Your goal is to implement a convolutional neural network for image classification and train it from scratch on `OxfordPetDataset`. You should consider yourselves satisfied once you obtain a classification accuracy on the test split of ~60%. You are free to achieve this however you want, except for a few rules you must follow:

- Compile this notebook by displaying the results obtained by the best model you found throughout your experimentation; then show how, by removing some of its components, its performance drops. In other words, do an *ablation study* to prove that your design choices have a positive impact on the final result.

- Do not instantiate an off-the-self PyTorch network. Instead, construct your network as a composition of existing PyTorch layers. In more concrete terms, you can use e.g. `torch.nn.Linear`, but you cannot use e.g. `torchvision.models.alexnet`.

- Show your results and ablations with plots, tables, images, etc. — the clearer, the better.

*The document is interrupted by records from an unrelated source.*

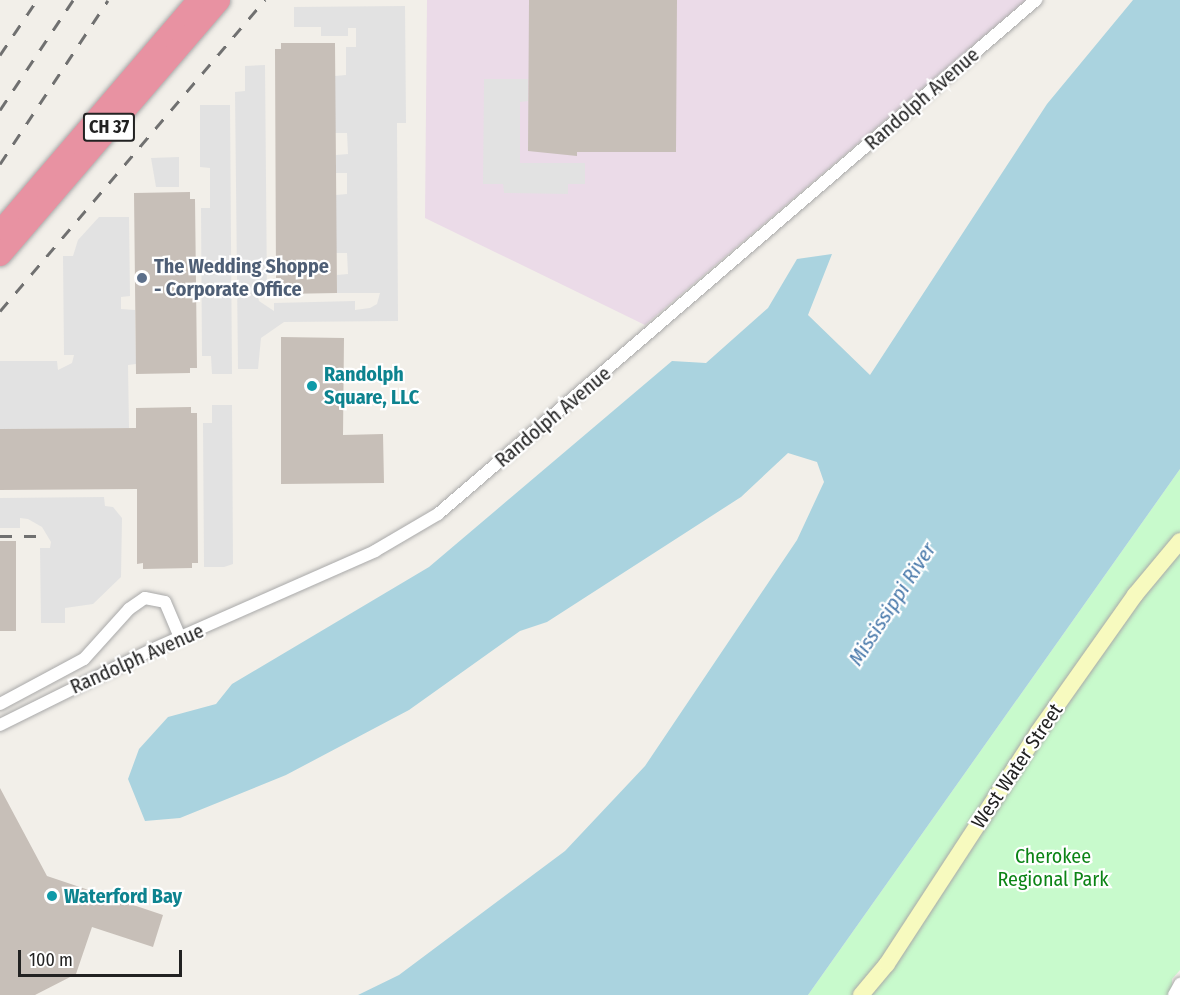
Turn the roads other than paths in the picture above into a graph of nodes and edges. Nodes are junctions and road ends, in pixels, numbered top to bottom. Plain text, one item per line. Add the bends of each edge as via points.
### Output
1 (197, 0) edge
2 (219, 0) edge
3 (1036, 0) edge
4 (0, 230) edge
5 (0, 255) edge
6 (1180, 542) edge
7 (180, 638) junction
8 (0, 704) edge
9 (0, 725) edge
10 (861, 995) edge

1 - 4 highway, CH 37
2 - 5 highway, CH 37
3 - 7 street, Randolph Avenue via 438,514 375,551
6 - 10 street, West Water Street via 1135,595 1038,732 887,964
7 - 8 street via 165,602 145,598 129,609 84,659
7 - 9 street, Randolph Avenue

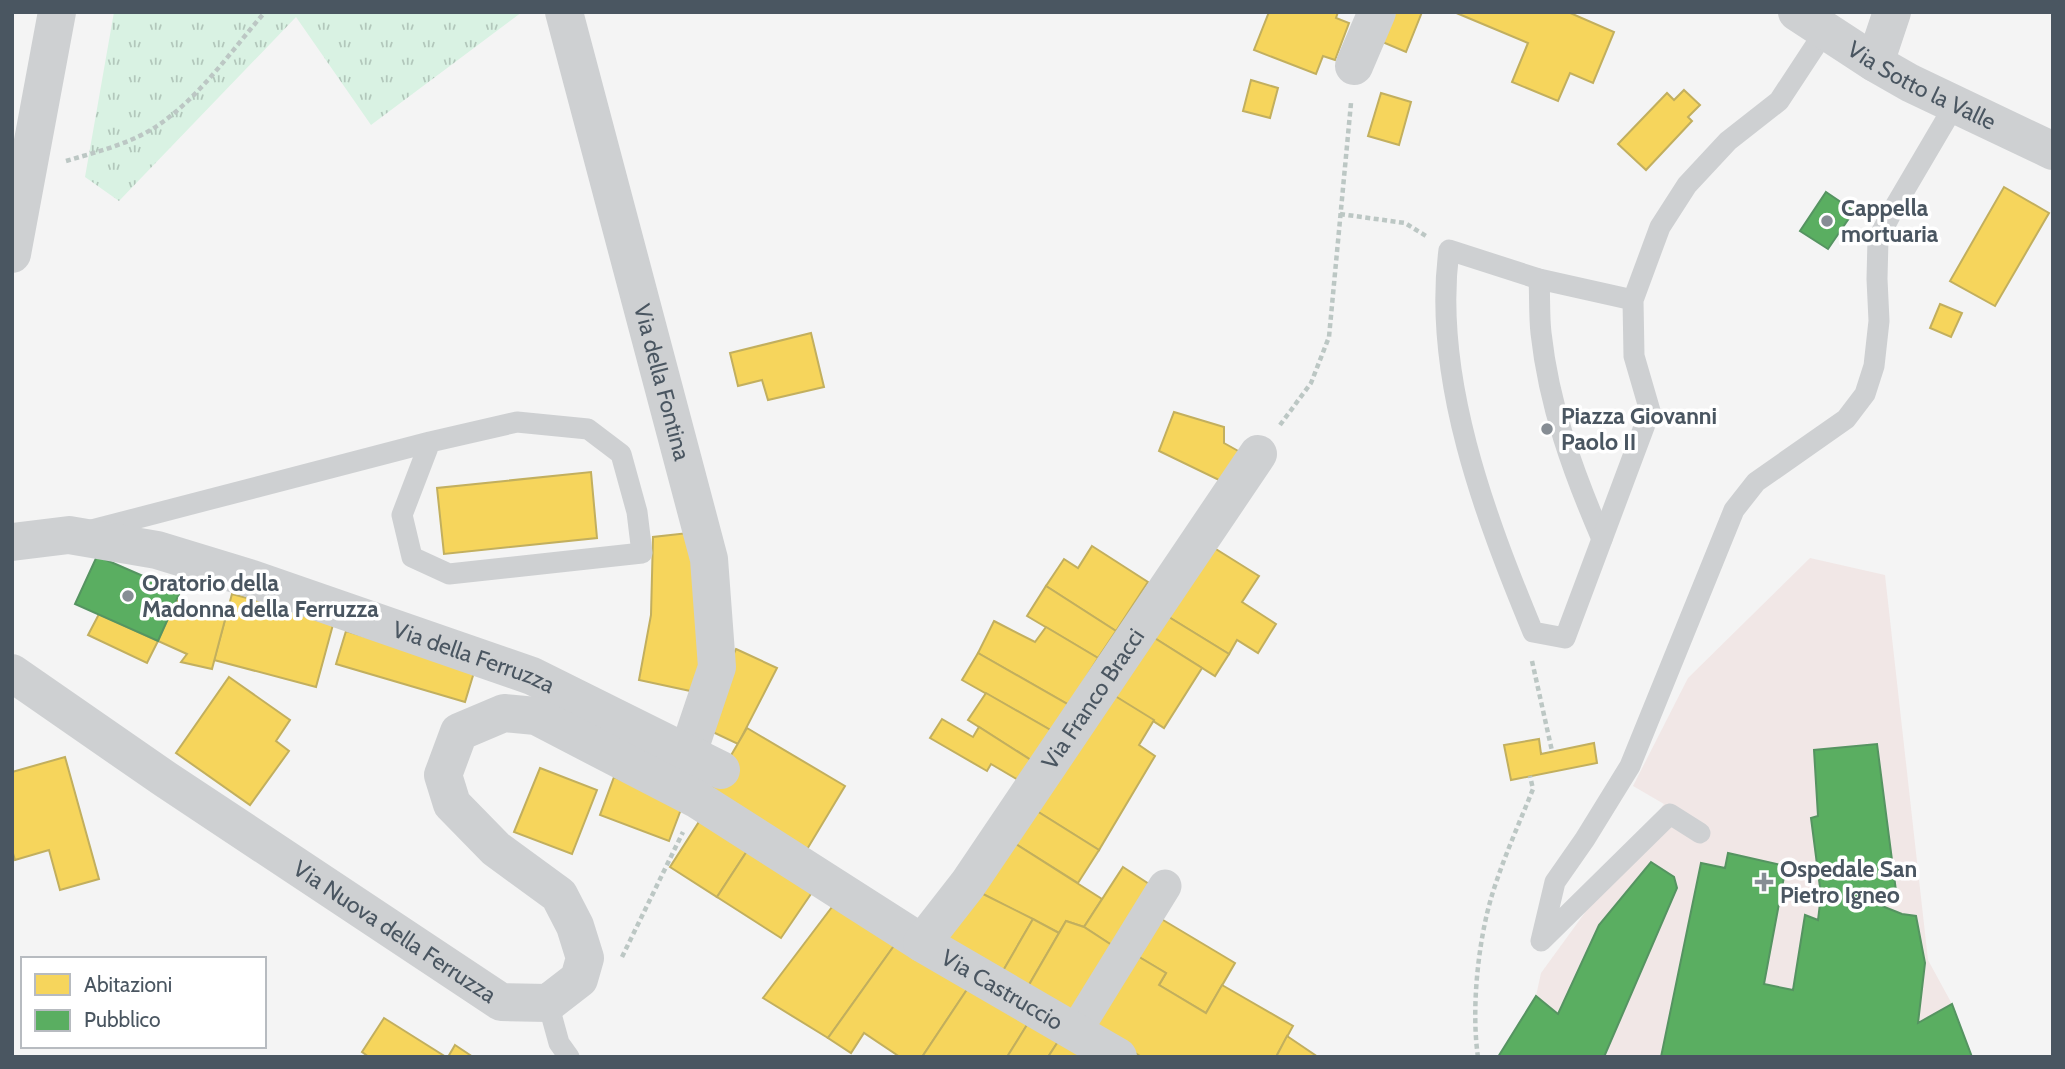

Don't be too concerned with your model performance: the ~60% is just to give you an idea of when to stop. Keep in mind that a thoroughly justified model with lower accuracy will be rewarded more points than a poorly experimentally validated model with higher accuracy.

In [33]:
# ImageNet mean and std for normalization
IMG_SIZE = (224, 224) # A common size for image classification tasks
MEAN = [0.485, 0.456, 0.406]
STD = [0.229, 0.224, 0.225]

train_transform = transforms.Compose([
    transforms.TrivialAugmentWide(),
    transforms.RandomResizedCrop(224),
    transforms.ToTensor(),
    transforms.Normalize(MEAN, STD)
])

val_test_transform = transforms.Compose([
    transforms.Resize(256),
    transforms.CenterCrop(224),
    transforms.ToTensor(),
    transforms.Normalize(MEAN, STD)
])

# Create Dataset instances
train_dataset = OxfordPetDataset(split="train", transform=train_transform)
val_dataset = OxfordPetDataset(split="val", transform=val_test_transform)
test_dataset = OxfordPetDataset(split="test", transform=val_test_transform)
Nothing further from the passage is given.